En el piso 16 se encuentra 1923, el rooftop que lleva el nombre del año de la inauguración del edificio y que ofrece unas vistas magníficas hacia todos los puntos de la ciudad. Además, a diario se realizan interesantes visitas guiadas (@palaciobarolotours) en las que se cuenta una interpretación del edificio que vincula su estructura con el Infierno, el Cielo y el Purgatorio de La Divina Comedia de Dante Alighieri. Sin embargo, la falta de documentación al respecto genera distintas opiniones. “Las inscripciones en latín –recorren el techo de la galería ubicada en la planta baja– son opuestas a la teoría de Dante porque Dante no podía escribir en el idioma del clero, estaba en contra de eso. Es el creador del idioma italiano y el latín estaba mal visto por él”, sostiene Carral. Coincide con la opinión de Lazzari, según quien “no hay un solo rastro material que avale la teoría de La Divina Comedia; Palanti no dijo nada”.
Respecto a la teoría de que la luz del faro del Barolo tenía como fin unirse a la de su pariente, el Palacio Salvo de Montevideo –ambos realizados por el mismo arquitecto–, no hay certezas que la confirmen. Lazzari es escéptico, ya que “no hay aparato lumínico que pudiera llegar a esa distancia y Palanti jamás hubiera caído en ese error”, apunta.
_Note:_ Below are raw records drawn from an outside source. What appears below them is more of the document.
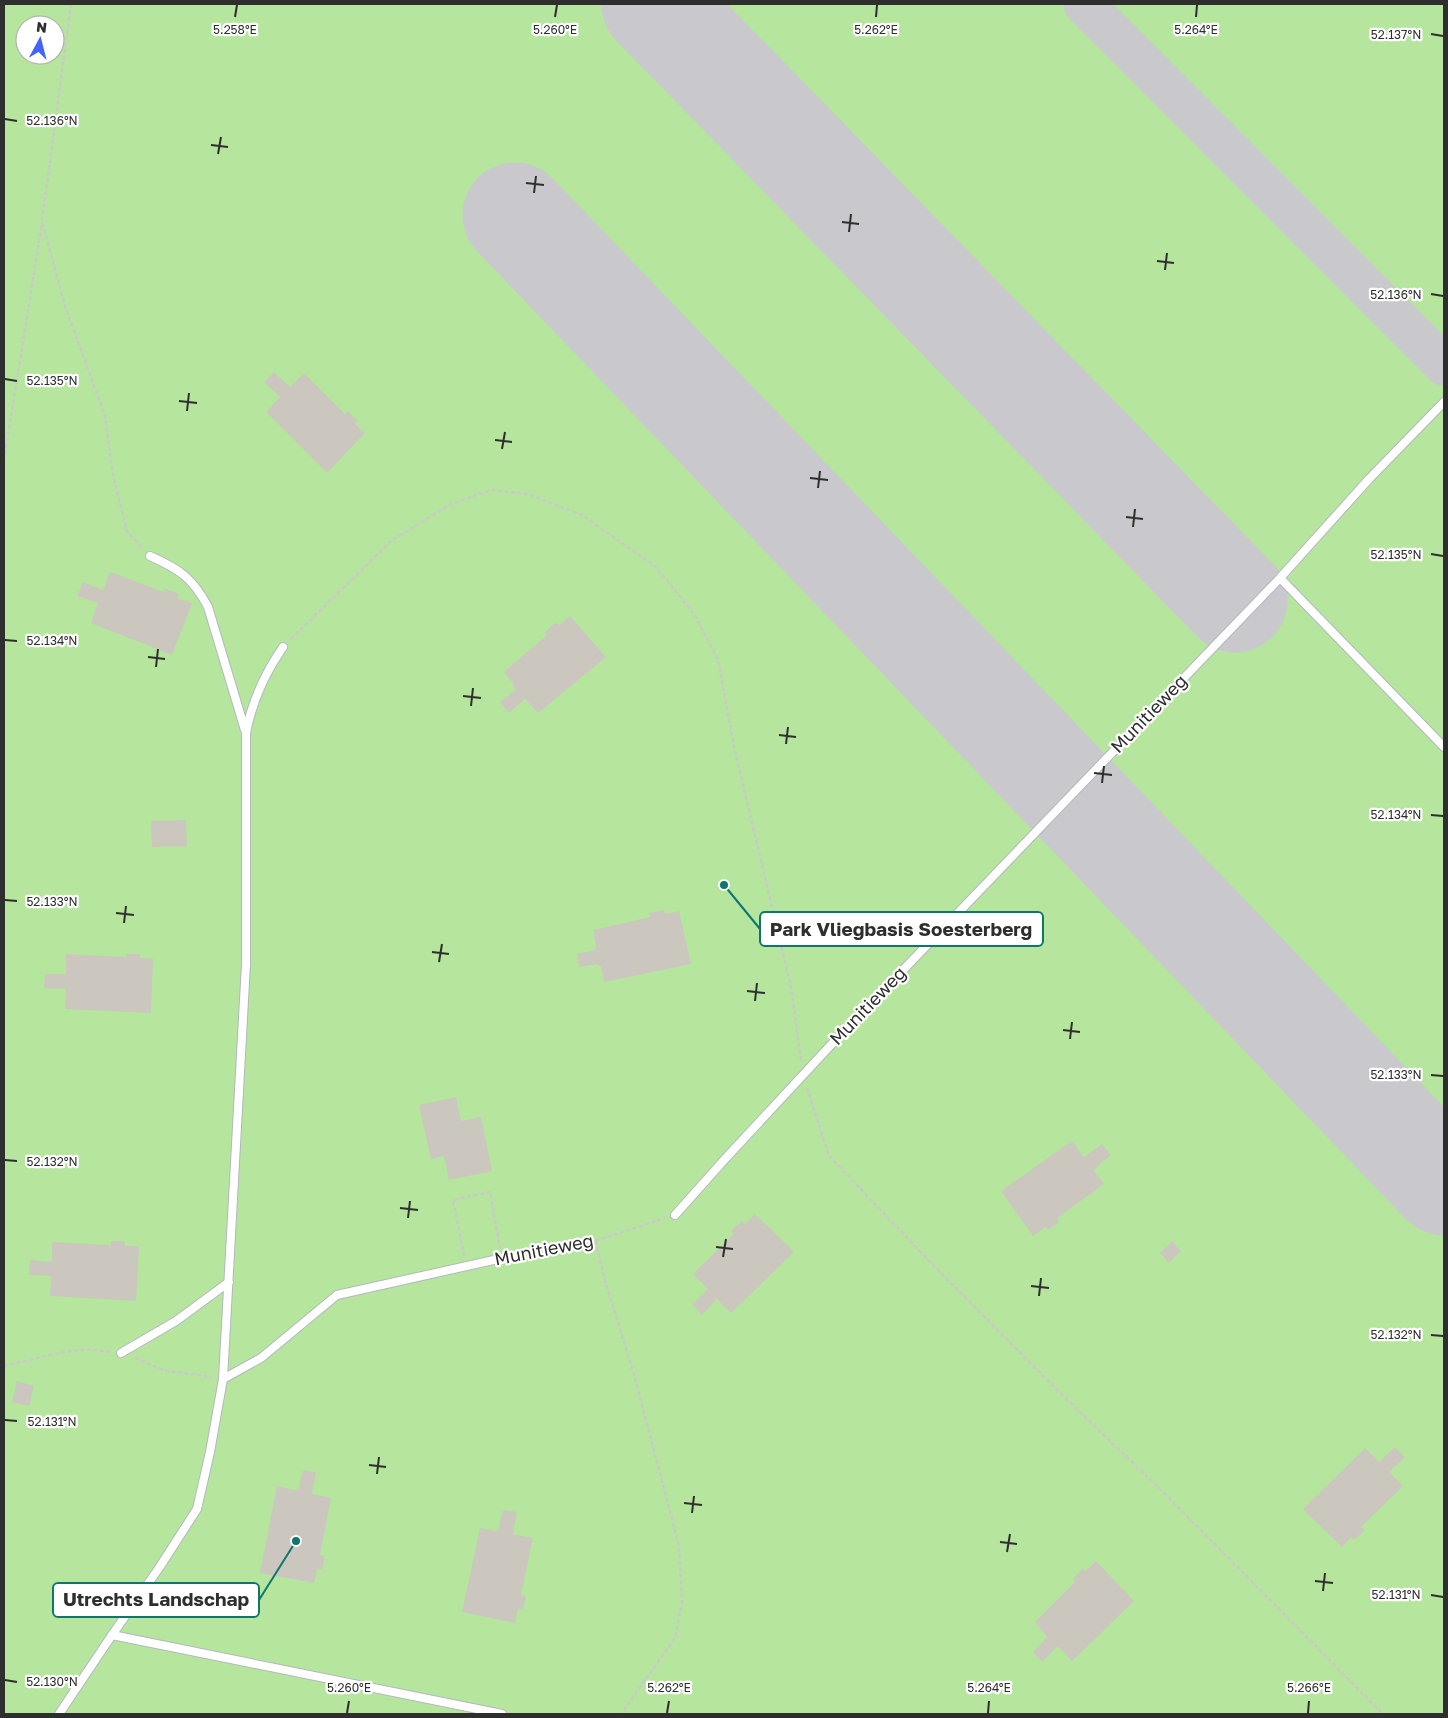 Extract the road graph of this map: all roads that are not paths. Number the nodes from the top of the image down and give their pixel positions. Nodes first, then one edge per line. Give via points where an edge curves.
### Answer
1 (1444, 402) edge
2 (150, 556) road end
3 (1280, 578) junction
4 (283, 647) road end
5 (246, 733) junction
6 (1444, 747) edge
7 (675, 1215) road end
8 (516, 1255) road end
9 (229, 1282) junction
10 (121, 1353) dead end
11 (223, 1379) junction
12 (112, 1635) junction
13 (59, 1714) edge
14 (502, 1714) edge

1 - 3 lane, Munitieweg
2 - 5 lane via 178,570 201,594 208,607
3 - 6 lane
3 - 7 lane, Munitieweg via 802,1075
4 - 5 lane via 262,683
5 - 9 lane via 246,964
8 - 11 lane, Munitieweg via 338,1295 262,1358
9 - 10 lane via 176,1320
9 - 11 lane
11 - 12 lane via 197,1509
12 - 13 lane
12 - 14 lane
El historiador duda, incluso, de la existencia del faro uruguayo sobre la cúpula del edificio que supo albergar antenas de transmisión hasta que hace unos años fueron sacadas para instalar una moderna luminaria. El arquitecto Carral considera que ambos edificios “no están a la misma altura, pero los dos pueden marcar la entrada al Río de la Plata, ése era el sentido”.
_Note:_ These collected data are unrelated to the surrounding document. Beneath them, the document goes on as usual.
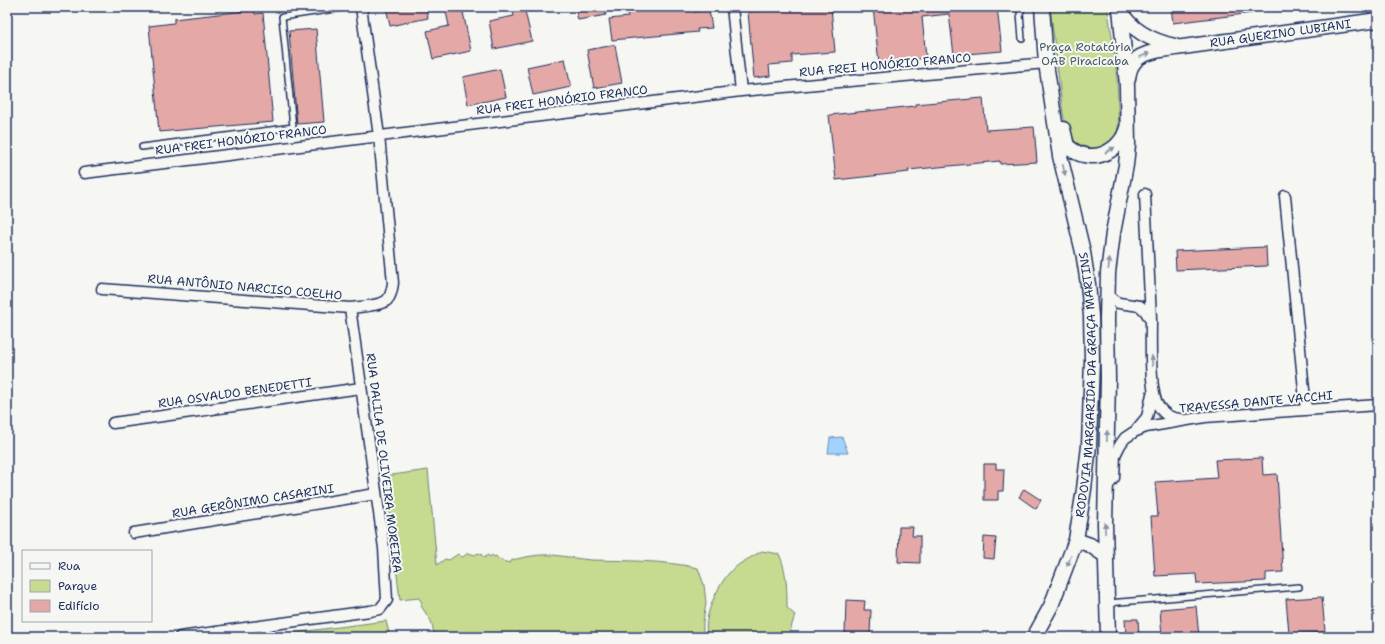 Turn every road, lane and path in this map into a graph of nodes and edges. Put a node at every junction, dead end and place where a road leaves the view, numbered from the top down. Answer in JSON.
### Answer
{"nodes":[{"id":1,"x":348,"y":7,"type":"edge"},
{"id":2,"x":360,"y":7,"type":"edge"},
{"id":3,"x":732,"y":7,"type":"edge"},
{"id":4,"x":1023,"y":7,"type":"edge"},
{"id":5,"x":1119,"y":9,"type":"edge"},
{"id":6,"x":1043,"y":12,"type":"edge"},
{"id":7,"x":1376,"y":16,"type":"edge"},
{"id":8,"x":1022,"y":39,"type":"dead end"},
{"id":9,"x":1183,"y":48,"type":"junction"},
{"id":10,"x":1046,"y":64,"type":"junction"},
{"id":11,"x":1127,"y":86,"type":"junction"},
{"id":12,"x":741,"y":91,"type":"junction"},
{"id":13,"x":1052,"y":101,"type":"junction"},
{"id":14,"x":1128,"y":123,"type":"junction"},
{"id":15,"x":379,"y":136,"type":"junction"},
{"id":16,"x":142,"y":147,"type":"dead end"},
{"id":17,"x":84,"y":173,"type":"dead end"},
{"id":18,"x":1145,"y":194,"type":"dead end"},
{"id":19,"x":1285,"y":196,"type":"dead end"},
{"id":20,"x":1148,"y":280,"type":"junction"},
{"id":21,"x":102,"y":288,"type":"dead end"},
{"id":22,"x":1108,"y":293,"type":"junction"},
{"id":23,"x":1132,"y":305,"type":"junction"},
{"id":24,"x":350,"y":308,"type":"junction"},
{"id":25,"x":1151,"y":321,"type":"junction"},
{"id":26,"x":1153,"y":385,"type":"junction"},
{"id":27,"x":361,"y":388,"type":"junction"},
{"id":28,"x":1378,"y":405,"type":"edge"},
{"id":29,"x":1306,"y":410,"type":"junction"},
{"id":30,"x":1189,"y":419,"type":"junction"},
{"id":31,"x":113,"y":423,"type":"dead end"},
{"id":32,"x":1134,"y":432,"type":"junction"},
{"id":33,"x":1105,"y":489,"type":"junction"},
{"id":34,"x":376,"y":494,"type":"junction"},
{"id":35,"x":134,"y":533,"type":"dead end"},
{"id":36,"x":1076,"y":540,"type":"junction"},
{"id":37,"x":1106,"y":556,"type":"junction"},
{"id":38,"x":1299,"y":586,"type":"dead end"},
{"id":39,"x":1107,"y":603,"type":"junction"},
{"id":40,"x":265,"y":626,"type":"junction"},
{"id":41,"x":180,"y":637,"type":"edge"},
{"id":42,"x":267,"y":637,"type":"edge"},
{"id":43,"x":1034,"y":637,"type":"edge"},
{"id":44,"x":1108,"y":637,"type":"edge"}],
"edges":[{"from":1,"to":16,"type":"lane"},
{"from":2,"to":15,"type":"street"},
{"from":3,"to":12,"type":"street"},
{"from":4,"to":8,"type":"lane"},
{"from":5,"to":9,"type":"main road","name":"RUA GUERINO LUBIANI"},
{"from":5,"to":11,"type":"main road"},
{"from":6,"to":10,"type":"main road","name":"RODOVIA MARGARIDA DA GRAÇA MARTINS"},
{"from":7,"to":9,"type":"main road","name":"RUA GUERINO LUBIANI"},
{"from":11,"to":9,"type":"main road","name":"RUA GUERINO LUBIANI","one_way":true},
{"from":10,"to":12,"type":"street","name":"RUA FREI HONÓRIO FRANCO"},
{"from":10,"to":13,"type":"main road","name":"RODOVIA MARGARIDA DA GRAÇA MARTINS"},
{"from":11,"to":14,"type":"main road"},
{"from":12,"to":15,"type":"street","name":"RUA FREI HONÓRIO FRANCO"},
{"from":13,"to":14,"type":"main road","one_way":true},
{"from":13,"to":36,"type":"main road","name":"RODOVIA MARGARIDA DA GRAÇA MARTINS","one_way":true},
{"from":22,"to":14,"type":"main road","one_way":true},
{"from":15,"to":17,"type":"street","name":"RUA FREI HONÓRIO FRANCO"},
{"from":15,"to":24,"type":"street","name":"RUA ANTÔNIO NARCISO COELHO"},
{"from":18,"to":20,"type":"street"},
{"from":19,"to":29,"type":"street"},
{"from":20,"to":23,"type":"street"},
{"from":20,"to":25,"type":"street"},
{"from":21,"to":24,"type":"street","name":"RUA ANTÔNIO NARCISO COELHO"},
{"from":22,"to":23,"type":"street"},
{"from":33,"to":22,"type":"main road","one_way":true},
{"from":23,"to":25,"type":"street"},
{"from":24,"to":27,"type":"street","name":"RUA DALILA DE OLIVEIRA MOREIRA"},
{"from":26,"to":25,"type":"street","one_way":true},
{"from":26,"to":30,"type":"street"},
{"from":26,"to":32,"type":"street"},
{"from":27,"to":31,"type":"street","name":"RUA OSVALDO BENEDETTI"},
{"from":27,"to":34,"type":"street","name":"RUA DALILA DE OLIVEIRA MOREIRA"},
{"from":28,"to":29,"type":"street","name":"TRAVESSA DANTE VACCHI"},
{"from":29,"to":30,"type":"street","name":"TRAVESSA DANTE VACCHI"},
{"from":30,"to":32,"type":"street","name":"TRAVESSA DANTE VACCHI"},
{"from":32,"to":33,"type":"street","name":"TRAVESSA DANTE VACCHI"},
{"from":37,"to":33,"type":"main road","one_way":true},
{"from":34,"to":35,"type":"street","name":"RUA GERÔNIMO CASARINI"},
{"from":34,"to":40,"type":"street","name":"RUA DALILA DE OLIVEIRA MOREIRA"},
{"from":36,"to":37,"type":"main road"},
{"from":36,"to":43,"type":"main road","name":"RODOVIA MARGARIDA DA GRAÇA MARTINS","one_way":true},
{"from":37,"to":39,"type":"main road"},
{"from":38,"to":39,"type":"lane"},
{"from":39,"to":44,"type":"main road"},
{"from":40,"to":41,"type":"street"},
{"from":40,"to":42,"type":"street"}]}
Otra de las dudas sobre el Barolo es si realmente se trata de un edificio masónico. “Nunca logré que la masonería confirmara que Palanti fuera masón, aunque hay elementos de simbología que tienen que ver con la elevación e iluminación, que le son propios”, asegura el historiador. Sin embargo, hay un hecho por el que Lazzari descarta su vinculación con los masones y es que se realizó una ceremonia religiosa para bendecirlo una vez inaugurado, que fue presidida por el Nuncio Apostólico.
“No hay obra masónica que haya recibido una bendición”, asegura. Los elementos que remiten a la logia son la letra A de la palabra ascensor, con la forma de un compás masónico, y el piso damero en blanco y negro que simboliza el bien y el mal. Aunque “hay un símbolo masónico más importante que no se ve. Los edificios masones tienen que tener agua abajo y acá hay un arroyo entubado que pasa por abajo del Barolo y por debajo de las vías del subte. En el segundo subsuelo hay una tapa y el agua se ve por debajo”, afirma Carral, quien relata que hace poco visitó el edificio una arquitecta que está estudiando a Palanti en Italia y que asegura que encontró allí su filiación a la masonería.
Las incógnitas son muchas y papeles… no hay. Palanti tuvo muchas mudanzas antes de instalarse en Italia, donde moriría en la pobreza después de haber sido estafado. Carral visitó su última casa en un pueblito cerca de Cremona, que está abandonada y contiene todos los recuerdos familiares. “Palanti tuvo un hermano muy conocido en Italia, pintor. En Italia conocen al pintor y no saben quién es el arquitecto y acá es al revés”, cuenta Carral, quien no dio con los planos del Barolo, pero sí pudo ver el proyecto de la mole Littoria, aquella edificación monumental que había sido encargada por Mussolini y que iba a ser del mismo estilo del argentino, pero tres veces más alta. El fin del fascismo puso punto final al proyecto.
Saludable y en la plenitud de su vida, el empresario Luis Barolo falleció en 1922 sin ver finalizado su edificio, a los 51 años. Dicen que fue envenenado y que su mujer corrió la misma suerte, un tiempo después. Aunque de la causa de sus muertes tampoco hay certezas.